[Saved entries]
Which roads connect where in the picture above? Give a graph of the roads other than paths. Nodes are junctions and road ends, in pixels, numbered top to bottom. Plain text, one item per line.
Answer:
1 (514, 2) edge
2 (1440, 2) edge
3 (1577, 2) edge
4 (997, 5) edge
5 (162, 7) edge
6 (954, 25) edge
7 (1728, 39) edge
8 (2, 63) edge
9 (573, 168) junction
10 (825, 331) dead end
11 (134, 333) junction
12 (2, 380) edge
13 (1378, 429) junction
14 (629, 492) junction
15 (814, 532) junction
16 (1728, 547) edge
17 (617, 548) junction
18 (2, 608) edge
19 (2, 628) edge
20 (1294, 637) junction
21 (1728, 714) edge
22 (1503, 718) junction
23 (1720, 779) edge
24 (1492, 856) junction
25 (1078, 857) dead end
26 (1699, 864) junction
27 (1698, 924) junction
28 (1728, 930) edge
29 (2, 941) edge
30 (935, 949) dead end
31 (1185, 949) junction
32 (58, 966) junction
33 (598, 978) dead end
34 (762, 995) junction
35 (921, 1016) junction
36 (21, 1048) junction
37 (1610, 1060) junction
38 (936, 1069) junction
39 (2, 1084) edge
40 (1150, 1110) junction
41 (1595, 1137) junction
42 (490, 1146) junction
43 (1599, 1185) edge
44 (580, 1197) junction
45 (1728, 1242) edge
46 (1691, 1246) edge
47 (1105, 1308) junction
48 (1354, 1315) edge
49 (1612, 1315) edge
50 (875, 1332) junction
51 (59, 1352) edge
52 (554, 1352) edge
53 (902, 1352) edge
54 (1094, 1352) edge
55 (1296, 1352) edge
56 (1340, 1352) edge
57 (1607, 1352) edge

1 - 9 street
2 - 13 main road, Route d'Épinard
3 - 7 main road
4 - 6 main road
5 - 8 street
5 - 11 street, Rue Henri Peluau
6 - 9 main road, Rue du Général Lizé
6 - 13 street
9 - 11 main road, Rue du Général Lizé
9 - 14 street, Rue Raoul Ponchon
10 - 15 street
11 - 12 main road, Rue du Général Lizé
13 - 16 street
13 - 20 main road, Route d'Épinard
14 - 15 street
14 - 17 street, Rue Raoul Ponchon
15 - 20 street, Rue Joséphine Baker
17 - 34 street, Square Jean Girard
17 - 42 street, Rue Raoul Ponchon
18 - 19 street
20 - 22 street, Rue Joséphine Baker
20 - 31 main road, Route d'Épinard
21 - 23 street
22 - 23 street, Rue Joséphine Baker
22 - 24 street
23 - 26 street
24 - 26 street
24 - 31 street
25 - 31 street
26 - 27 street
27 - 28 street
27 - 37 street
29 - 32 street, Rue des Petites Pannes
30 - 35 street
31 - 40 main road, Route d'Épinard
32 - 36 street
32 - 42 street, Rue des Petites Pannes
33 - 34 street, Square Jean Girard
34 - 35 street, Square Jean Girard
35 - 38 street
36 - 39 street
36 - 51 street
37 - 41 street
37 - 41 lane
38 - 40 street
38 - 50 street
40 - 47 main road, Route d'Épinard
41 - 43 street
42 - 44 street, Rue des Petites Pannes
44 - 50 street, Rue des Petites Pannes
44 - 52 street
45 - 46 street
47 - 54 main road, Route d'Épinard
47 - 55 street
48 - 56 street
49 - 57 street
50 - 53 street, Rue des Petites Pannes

Task directions.
Show every line from the entries that includes the word "Baker".

Response.
15 - 20 street, Rue Joséphine Baker
20 - 22 street, Rue Joséphine Baker
22 - 23 street, Rue Joséphine Baker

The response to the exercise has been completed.